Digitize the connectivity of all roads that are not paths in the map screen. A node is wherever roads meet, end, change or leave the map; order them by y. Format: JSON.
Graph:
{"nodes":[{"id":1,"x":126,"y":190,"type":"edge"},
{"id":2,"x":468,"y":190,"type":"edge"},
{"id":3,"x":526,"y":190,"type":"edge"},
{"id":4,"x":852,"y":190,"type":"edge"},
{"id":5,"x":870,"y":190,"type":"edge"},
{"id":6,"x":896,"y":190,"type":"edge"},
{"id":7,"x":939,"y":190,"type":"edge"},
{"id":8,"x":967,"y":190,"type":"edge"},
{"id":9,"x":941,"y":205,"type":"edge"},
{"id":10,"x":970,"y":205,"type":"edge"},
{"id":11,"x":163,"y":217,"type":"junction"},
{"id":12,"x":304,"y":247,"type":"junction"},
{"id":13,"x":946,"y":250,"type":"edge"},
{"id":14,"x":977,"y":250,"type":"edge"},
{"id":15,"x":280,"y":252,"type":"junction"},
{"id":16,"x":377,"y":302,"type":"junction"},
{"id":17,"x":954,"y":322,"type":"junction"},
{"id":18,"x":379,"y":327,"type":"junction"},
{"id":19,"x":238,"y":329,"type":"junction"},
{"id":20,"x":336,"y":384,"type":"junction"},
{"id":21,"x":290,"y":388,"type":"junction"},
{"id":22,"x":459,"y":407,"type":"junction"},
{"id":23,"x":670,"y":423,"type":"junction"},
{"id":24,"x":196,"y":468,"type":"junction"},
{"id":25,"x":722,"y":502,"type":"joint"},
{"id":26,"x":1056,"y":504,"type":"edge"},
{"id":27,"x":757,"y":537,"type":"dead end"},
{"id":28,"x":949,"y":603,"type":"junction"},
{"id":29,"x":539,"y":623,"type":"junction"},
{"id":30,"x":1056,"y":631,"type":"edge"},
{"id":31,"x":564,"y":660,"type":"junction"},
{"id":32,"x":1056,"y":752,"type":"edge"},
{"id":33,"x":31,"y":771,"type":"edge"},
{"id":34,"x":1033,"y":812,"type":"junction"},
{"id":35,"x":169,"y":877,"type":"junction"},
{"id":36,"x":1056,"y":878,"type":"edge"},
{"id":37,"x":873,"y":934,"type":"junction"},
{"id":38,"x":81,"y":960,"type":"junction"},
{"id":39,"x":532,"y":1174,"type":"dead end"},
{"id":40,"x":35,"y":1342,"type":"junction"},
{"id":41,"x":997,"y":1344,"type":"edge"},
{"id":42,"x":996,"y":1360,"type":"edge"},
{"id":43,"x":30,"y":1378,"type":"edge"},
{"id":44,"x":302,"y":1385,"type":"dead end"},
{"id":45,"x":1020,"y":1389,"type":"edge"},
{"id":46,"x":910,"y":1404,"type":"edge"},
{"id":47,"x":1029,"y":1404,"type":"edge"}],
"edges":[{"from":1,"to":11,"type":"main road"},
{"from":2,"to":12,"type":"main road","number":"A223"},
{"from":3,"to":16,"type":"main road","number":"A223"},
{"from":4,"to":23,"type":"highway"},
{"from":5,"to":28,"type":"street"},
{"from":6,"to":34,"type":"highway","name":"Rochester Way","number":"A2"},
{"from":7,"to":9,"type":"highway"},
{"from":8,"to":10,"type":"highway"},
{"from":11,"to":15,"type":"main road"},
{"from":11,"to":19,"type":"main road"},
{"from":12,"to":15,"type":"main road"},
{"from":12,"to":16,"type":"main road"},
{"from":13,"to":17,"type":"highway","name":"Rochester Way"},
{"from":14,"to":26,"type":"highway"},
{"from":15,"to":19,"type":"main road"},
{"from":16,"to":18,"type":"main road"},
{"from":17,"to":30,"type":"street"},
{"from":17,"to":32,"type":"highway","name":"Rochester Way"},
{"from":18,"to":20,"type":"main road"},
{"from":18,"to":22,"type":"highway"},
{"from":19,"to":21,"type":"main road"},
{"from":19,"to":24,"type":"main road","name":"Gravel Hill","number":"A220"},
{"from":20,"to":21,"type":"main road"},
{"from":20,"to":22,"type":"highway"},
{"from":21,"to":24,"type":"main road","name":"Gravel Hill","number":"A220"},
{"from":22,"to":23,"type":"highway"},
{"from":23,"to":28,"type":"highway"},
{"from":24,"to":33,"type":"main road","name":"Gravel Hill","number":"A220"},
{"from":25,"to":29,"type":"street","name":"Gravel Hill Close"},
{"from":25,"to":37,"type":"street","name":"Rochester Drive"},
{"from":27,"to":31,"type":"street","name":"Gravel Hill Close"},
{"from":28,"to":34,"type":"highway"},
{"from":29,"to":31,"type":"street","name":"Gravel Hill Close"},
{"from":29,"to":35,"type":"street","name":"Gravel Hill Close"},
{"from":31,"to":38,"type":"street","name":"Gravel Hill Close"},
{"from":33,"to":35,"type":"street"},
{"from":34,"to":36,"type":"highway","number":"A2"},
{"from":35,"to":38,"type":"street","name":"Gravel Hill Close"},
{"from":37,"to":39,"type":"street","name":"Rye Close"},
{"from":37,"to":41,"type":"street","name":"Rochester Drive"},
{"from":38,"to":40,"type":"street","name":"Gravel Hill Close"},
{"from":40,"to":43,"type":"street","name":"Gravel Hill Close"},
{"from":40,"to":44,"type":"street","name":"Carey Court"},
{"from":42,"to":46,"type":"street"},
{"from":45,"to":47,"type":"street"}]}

______________________________

▶ Task objective:
Every line of the listing that includes "Drive" must be shown.

▶ Exercise result:
{"from":25,"to":37,"type":"street","name":"Rochester Drive"},
{"from":37,"to":41,"type":"street","name":"Rochester Drive"},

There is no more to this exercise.